Berlin (epd). In einem Pilotprojekt erhalten 122 Frauen und Männer aus ganz Deutschland seit dem 1. Juni ein bedingungsloses Grundeinkommen von 1.200 Euro monatlich. In der dreijährigen Studie soll untersucht werden, ob und wie die bedingungslose, regelmäßige Auszahlung eines Geldbetrages bei den Empfängerinnen und Empfängern wirkt, sagte der Sozialwissenschaftler und Arbeitsmarktexperte Jürgen Schupp vom Deutschen Institut für Wirtschaftsforschung (DIW) beim Start am Dienstag in Berlin.
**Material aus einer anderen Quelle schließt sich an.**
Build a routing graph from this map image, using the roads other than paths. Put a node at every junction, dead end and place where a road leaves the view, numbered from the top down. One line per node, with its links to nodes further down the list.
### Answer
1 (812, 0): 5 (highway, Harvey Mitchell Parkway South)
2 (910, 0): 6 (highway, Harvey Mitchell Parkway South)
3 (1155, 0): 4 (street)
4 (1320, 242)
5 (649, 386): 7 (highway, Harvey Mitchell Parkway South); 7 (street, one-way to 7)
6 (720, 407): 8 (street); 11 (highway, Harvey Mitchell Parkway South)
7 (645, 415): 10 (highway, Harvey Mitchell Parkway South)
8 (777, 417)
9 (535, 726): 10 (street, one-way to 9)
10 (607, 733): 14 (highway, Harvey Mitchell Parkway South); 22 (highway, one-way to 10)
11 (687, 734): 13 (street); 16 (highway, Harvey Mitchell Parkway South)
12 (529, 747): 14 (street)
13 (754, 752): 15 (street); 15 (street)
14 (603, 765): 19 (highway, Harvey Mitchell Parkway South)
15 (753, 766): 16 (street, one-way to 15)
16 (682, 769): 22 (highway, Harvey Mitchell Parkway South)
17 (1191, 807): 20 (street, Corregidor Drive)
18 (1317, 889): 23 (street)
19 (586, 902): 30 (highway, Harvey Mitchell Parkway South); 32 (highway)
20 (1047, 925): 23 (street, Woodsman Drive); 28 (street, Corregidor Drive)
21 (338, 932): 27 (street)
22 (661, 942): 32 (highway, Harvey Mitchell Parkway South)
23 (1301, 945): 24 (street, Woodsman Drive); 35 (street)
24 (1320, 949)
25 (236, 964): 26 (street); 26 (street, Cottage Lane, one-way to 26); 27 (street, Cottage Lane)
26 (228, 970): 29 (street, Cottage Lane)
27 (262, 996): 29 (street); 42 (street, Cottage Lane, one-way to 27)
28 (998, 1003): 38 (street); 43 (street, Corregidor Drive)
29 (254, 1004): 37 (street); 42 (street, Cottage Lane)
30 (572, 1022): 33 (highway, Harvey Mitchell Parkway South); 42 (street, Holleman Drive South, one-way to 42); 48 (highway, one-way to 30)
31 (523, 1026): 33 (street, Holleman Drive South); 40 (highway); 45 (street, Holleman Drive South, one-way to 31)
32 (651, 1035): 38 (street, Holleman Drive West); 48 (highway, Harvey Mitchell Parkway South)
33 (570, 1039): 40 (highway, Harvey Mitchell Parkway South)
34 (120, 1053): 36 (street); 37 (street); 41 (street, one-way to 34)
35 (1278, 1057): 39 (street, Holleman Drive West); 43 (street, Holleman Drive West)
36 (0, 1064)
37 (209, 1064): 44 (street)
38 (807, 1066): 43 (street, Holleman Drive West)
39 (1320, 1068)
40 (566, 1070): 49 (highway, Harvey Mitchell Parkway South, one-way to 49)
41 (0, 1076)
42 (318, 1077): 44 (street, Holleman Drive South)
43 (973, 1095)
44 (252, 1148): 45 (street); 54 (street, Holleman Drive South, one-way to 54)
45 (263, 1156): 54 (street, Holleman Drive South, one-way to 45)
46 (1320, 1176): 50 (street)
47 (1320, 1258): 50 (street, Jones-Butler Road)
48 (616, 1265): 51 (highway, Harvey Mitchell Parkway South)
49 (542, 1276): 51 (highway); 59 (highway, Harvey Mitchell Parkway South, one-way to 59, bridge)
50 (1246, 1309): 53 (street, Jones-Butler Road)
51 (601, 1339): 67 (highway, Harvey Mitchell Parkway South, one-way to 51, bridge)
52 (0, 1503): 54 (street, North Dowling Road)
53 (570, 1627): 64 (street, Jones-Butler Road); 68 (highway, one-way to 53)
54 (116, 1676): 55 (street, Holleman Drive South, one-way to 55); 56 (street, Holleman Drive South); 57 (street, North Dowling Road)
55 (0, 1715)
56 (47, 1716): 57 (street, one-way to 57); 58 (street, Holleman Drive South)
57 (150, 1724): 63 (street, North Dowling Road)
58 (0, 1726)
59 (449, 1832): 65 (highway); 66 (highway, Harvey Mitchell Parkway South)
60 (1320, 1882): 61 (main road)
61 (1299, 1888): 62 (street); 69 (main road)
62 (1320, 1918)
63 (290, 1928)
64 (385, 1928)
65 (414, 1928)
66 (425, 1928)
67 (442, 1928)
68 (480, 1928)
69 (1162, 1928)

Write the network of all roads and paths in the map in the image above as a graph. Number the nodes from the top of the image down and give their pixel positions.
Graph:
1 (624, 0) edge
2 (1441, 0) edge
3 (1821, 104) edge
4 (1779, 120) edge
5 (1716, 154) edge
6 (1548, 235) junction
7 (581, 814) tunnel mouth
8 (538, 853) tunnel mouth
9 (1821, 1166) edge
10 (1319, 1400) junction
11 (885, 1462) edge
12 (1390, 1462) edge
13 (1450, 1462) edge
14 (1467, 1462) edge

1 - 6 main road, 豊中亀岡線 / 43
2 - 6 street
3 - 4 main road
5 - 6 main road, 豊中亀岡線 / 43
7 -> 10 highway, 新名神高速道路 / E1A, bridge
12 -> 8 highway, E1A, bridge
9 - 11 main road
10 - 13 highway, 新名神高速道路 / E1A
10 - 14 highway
Angestoßen wurde das Projekt von der gemeinnützigen Initiative „Mein Grundeinkommen“ um den Unternehmer Michael Bohmeyer. Wissenschaftlich begleitet wird es neben dem DIW auch von der Uni Köln und dem Max-Planck-Institut zur Erforschung von Gemeinschaftsgütern in Bonn.
Die dreijährige Auszahlung ist weder an eine Bedürftigkeit gekoppelt noch sind damit für die Empfänger Verpflichtungen verbunden, sagte Initiator Bohmeyer. Jeder könne zudem frei entscheiden, ob er durch Erwerbsarbeit hinzuverdienen möchte.
Die Protagonisten sind nach seinen Angaben alle zwischen 21 und 40 Jahre alt, leben in Single-Haushalten und gehören der Mittelschicht an. Sie wurden aus über zwei Millionen Menschen ausgewählt, die sich im vergangenen Jahr dafür beworben hatten. Finanziert wird das Projekt durch Spenden von rund 181.000 Privatpersonen.
Die gemeinsame Studie steht unter dem Motto „Wir wollen es wissen“ und soll erstmals Grundlagenforschung zum bedingungslosen Grundeinkommen liefern. „Wir stehen vor großen Herausforderungen in einer digitalisierten Arbeitswelt, für die wir bisher keine Lösungen haben“, sagte Bohmeyer: „Wir wollen wissen, ob ein bedingungsloses Grundeinkommen eine Lösung sein könnte.“
Erhofft werden sich laut Bohmeyer Antworten auf Fragen wie „führt ein Grundeinkommen zu weniger Burnout, entwickeln die Empfängerinnen und Empfänger mehr Gemeinsinn, ermöglicht es bessere Arbeit und Weiterbildung, haben die Menschen mehr Kapazitäten, sich für eine lebenswerte Zukunft für alle einzusetzen?“. Um das zu messen, müssen die Teilnehmenden alle sechs Monate einen Onlinefragebogen ausfüllen. Verglichen werden die Ergebnisse mit einer Gruppe von weiteren 1.378 Personen, die kein Grundeinkommen beziehen.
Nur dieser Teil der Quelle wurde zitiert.